> **TASK BRIEF**:
Spot each line in the data below containing "Jukolankatu" and copy it.

> **INPUT**:
——————

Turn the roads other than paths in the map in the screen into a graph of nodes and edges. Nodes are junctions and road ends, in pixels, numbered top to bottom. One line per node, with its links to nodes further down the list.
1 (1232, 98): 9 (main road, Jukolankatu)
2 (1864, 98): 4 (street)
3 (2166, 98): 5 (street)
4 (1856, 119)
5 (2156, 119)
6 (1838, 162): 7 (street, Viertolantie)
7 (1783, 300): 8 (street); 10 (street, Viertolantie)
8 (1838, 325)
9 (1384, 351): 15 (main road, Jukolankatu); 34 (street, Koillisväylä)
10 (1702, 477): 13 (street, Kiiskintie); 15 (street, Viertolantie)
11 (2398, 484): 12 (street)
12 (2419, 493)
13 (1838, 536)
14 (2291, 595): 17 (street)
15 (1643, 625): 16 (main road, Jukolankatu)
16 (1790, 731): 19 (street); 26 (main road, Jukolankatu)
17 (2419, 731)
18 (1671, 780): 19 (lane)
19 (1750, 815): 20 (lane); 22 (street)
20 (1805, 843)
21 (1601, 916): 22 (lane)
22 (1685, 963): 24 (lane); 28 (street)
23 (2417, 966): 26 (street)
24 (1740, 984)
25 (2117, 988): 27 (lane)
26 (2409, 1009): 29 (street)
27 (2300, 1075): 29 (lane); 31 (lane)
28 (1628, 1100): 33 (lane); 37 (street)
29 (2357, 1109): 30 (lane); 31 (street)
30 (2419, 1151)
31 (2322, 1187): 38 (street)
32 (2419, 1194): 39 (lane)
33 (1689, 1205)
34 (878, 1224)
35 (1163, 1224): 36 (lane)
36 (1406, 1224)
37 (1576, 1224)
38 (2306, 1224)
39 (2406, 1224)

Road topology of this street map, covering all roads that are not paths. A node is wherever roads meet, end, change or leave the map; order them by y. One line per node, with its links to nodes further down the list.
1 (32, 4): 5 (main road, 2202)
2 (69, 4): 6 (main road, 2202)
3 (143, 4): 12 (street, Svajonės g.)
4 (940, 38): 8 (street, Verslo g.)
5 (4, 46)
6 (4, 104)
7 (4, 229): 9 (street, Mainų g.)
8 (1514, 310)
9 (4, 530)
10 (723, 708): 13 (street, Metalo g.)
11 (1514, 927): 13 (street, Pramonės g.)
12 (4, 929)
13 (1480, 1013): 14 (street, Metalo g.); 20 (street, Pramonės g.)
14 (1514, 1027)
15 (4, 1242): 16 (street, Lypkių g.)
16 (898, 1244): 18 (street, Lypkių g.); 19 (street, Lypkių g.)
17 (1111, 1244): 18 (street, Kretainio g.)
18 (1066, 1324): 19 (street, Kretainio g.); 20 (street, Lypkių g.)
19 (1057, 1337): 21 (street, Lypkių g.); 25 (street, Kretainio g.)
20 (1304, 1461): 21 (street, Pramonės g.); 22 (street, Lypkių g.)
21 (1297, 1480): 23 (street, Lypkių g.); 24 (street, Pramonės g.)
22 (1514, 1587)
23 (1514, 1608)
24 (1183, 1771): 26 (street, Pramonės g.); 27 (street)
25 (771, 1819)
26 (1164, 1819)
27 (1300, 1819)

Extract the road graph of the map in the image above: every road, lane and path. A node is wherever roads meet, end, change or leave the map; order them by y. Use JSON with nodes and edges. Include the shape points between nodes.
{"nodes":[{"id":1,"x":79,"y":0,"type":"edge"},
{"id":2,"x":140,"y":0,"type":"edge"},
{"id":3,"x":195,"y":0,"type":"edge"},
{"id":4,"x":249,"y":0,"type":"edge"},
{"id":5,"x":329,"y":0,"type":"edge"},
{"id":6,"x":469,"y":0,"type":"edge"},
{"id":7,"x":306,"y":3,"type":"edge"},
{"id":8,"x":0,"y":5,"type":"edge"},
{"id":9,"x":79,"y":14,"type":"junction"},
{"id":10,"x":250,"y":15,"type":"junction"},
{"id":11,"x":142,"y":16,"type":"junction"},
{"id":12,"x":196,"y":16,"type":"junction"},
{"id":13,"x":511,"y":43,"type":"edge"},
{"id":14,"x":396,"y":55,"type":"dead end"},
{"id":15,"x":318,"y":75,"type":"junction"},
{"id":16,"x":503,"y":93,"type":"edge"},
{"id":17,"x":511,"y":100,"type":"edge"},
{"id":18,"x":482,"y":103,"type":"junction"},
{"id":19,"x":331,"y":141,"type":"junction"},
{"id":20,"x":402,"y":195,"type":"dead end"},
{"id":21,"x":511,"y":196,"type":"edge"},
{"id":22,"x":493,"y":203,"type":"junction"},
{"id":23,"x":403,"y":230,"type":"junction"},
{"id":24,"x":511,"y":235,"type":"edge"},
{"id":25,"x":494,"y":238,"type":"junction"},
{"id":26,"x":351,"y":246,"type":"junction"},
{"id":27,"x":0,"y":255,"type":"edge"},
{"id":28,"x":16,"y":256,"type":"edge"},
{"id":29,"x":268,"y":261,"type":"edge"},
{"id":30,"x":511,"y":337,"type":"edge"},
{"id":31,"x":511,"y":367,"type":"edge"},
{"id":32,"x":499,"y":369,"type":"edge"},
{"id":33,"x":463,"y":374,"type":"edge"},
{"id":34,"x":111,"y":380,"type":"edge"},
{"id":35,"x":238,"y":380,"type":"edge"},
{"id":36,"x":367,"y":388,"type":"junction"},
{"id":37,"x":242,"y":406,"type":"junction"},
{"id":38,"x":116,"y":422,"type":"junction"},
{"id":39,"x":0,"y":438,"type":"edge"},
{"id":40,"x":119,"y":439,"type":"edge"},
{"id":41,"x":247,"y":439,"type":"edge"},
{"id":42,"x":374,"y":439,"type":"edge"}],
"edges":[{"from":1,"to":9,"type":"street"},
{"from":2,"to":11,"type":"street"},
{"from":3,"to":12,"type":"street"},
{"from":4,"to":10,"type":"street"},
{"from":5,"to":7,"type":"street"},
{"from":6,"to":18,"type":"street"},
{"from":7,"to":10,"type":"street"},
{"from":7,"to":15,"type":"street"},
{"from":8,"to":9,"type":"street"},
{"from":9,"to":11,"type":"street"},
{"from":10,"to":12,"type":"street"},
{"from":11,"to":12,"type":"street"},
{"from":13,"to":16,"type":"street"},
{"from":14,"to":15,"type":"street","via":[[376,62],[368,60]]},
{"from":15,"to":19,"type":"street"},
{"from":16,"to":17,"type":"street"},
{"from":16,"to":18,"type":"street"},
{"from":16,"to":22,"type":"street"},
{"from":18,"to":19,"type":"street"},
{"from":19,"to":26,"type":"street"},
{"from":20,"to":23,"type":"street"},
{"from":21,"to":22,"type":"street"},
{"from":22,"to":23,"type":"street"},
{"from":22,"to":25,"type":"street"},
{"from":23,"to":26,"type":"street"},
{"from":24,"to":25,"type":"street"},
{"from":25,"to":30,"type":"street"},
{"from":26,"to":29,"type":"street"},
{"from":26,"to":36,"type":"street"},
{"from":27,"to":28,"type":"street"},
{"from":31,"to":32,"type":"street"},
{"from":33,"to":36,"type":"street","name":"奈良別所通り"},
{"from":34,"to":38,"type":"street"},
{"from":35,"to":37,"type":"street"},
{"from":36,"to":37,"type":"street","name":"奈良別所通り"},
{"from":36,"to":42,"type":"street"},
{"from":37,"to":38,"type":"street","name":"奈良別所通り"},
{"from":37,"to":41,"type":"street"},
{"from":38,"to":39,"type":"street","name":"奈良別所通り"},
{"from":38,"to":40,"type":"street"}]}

——————

> **RESULT FOR THIS TASK**:
1 (1232, 98): 9 (main road, Jukolankatu)
9 (1384, 351): 15 (main road, Jukolankatu); 34 (street, Koillisväylä)
15 (1643, 625): 16 (main road, Jukolankatu)
16 (1790, 731): 19 (street); 26 (main road, Jukolankatu)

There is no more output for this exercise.